> _Assignment_
Which lines below mention "tunnel"? Pick each one out.

%%

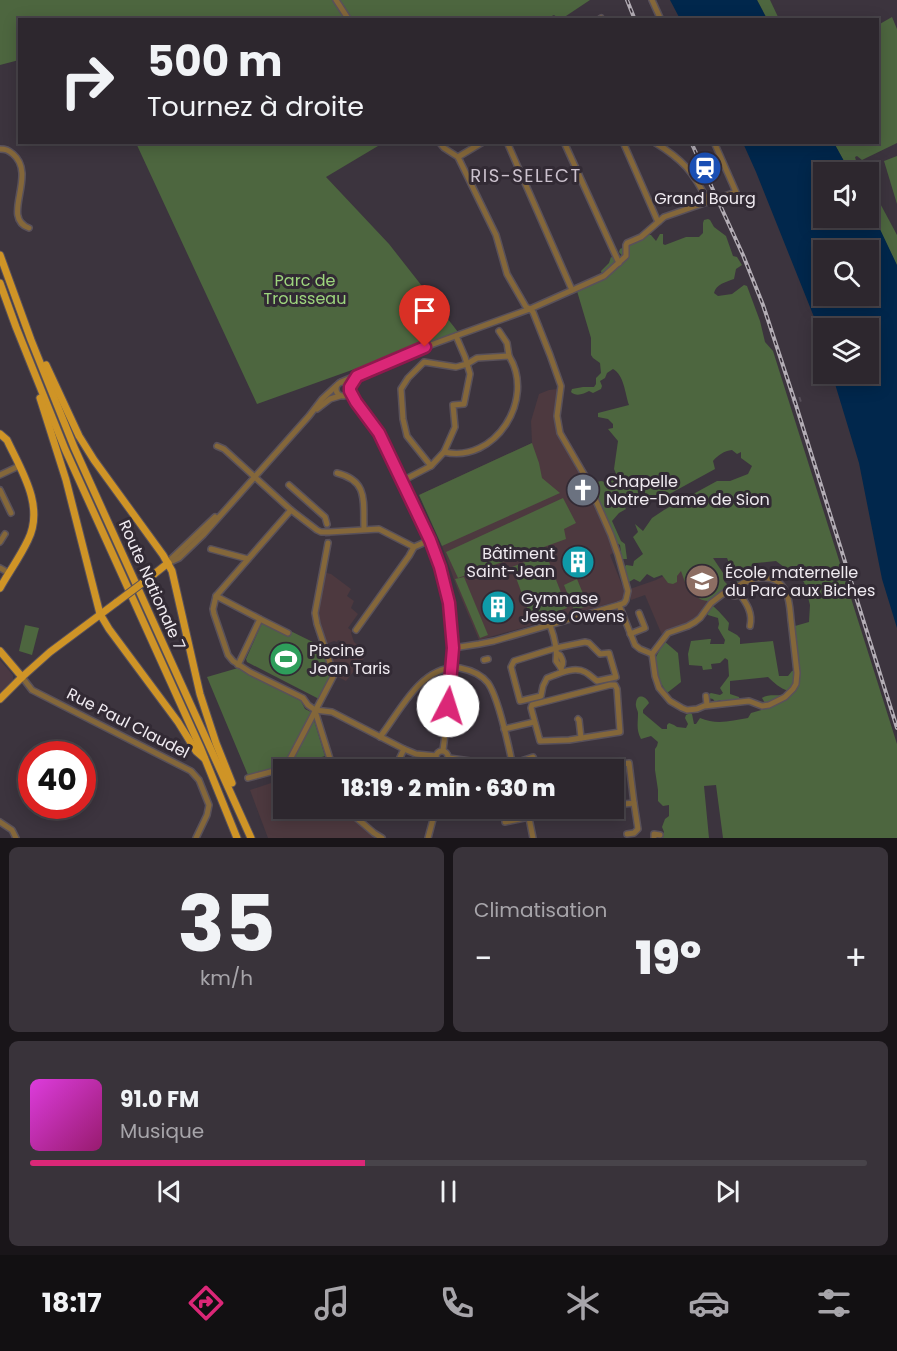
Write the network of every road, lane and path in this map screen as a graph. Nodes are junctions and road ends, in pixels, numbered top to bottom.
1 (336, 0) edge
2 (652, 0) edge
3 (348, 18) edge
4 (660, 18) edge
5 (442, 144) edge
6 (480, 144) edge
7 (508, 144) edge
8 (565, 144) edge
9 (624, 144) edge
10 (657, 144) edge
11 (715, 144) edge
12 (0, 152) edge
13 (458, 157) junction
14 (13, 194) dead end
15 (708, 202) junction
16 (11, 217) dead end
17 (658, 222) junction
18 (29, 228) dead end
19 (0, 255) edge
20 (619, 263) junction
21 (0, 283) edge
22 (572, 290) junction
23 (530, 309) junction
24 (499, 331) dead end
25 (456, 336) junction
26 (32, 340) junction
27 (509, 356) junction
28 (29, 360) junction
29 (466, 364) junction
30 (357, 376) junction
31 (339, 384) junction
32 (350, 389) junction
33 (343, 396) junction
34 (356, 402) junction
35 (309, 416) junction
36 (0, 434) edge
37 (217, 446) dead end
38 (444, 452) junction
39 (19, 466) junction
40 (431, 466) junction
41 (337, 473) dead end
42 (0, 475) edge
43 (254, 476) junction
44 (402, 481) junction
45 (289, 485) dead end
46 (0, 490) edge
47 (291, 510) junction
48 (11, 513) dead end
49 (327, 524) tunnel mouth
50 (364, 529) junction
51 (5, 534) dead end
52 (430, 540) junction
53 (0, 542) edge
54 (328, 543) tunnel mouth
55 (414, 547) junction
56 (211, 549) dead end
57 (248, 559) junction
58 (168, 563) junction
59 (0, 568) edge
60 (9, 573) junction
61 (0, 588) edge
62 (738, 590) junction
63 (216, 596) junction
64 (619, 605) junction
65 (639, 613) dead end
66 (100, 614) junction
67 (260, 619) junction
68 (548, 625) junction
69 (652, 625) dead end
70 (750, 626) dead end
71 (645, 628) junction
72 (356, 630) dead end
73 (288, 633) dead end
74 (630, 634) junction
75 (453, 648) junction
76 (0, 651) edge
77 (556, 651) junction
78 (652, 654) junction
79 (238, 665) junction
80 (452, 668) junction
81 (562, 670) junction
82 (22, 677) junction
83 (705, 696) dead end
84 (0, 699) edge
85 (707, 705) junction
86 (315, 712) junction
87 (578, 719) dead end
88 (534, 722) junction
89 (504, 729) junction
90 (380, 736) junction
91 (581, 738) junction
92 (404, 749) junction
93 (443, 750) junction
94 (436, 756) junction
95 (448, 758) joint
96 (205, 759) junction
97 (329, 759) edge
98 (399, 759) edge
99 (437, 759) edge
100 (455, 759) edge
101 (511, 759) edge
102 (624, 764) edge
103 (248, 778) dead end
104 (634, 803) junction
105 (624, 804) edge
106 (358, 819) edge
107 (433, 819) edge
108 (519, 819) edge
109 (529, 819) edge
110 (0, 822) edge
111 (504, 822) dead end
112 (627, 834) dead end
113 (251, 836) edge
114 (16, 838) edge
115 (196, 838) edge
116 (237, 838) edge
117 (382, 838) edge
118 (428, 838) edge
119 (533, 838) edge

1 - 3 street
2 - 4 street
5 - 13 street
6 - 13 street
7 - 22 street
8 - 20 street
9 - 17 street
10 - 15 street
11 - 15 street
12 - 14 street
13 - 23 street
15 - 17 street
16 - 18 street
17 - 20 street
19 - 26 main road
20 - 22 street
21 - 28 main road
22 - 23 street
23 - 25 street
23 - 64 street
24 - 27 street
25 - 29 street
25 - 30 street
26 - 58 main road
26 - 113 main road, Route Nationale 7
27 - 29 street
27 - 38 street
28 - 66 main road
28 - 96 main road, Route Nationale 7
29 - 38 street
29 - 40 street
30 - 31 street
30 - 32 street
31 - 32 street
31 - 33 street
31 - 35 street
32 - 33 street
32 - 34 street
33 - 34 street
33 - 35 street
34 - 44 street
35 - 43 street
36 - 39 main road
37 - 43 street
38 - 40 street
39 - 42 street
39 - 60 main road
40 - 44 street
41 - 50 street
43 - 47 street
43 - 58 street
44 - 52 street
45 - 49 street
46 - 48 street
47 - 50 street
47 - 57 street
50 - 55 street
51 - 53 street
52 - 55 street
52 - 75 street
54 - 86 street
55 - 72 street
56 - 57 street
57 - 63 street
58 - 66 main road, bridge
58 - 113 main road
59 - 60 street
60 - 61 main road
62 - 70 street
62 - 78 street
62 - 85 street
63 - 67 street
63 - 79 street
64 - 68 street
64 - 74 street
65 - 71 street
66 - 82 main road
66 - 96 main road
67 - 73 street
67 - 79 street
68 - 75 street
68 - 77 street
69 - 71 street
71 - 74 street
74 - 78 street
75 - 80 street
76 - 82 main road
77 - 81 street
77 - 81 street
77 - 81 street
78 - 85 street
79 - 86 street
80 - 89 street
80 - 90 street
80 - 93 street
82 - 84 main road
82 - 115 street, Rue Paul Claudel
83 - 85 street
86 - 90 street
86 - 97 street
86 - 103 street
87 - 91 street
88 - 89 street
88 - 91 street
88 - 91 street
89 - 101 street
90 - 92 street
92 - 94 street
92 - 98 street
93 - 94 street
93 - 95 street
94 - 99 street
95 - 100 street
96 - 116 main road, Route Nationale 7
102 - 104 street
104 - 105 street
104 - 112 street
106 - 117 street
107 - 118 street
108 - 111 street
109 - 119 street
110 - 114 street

%%

> _Problem solution_
49 (327, 524) tunnel mouth
54 (328, 543) tunnel mouth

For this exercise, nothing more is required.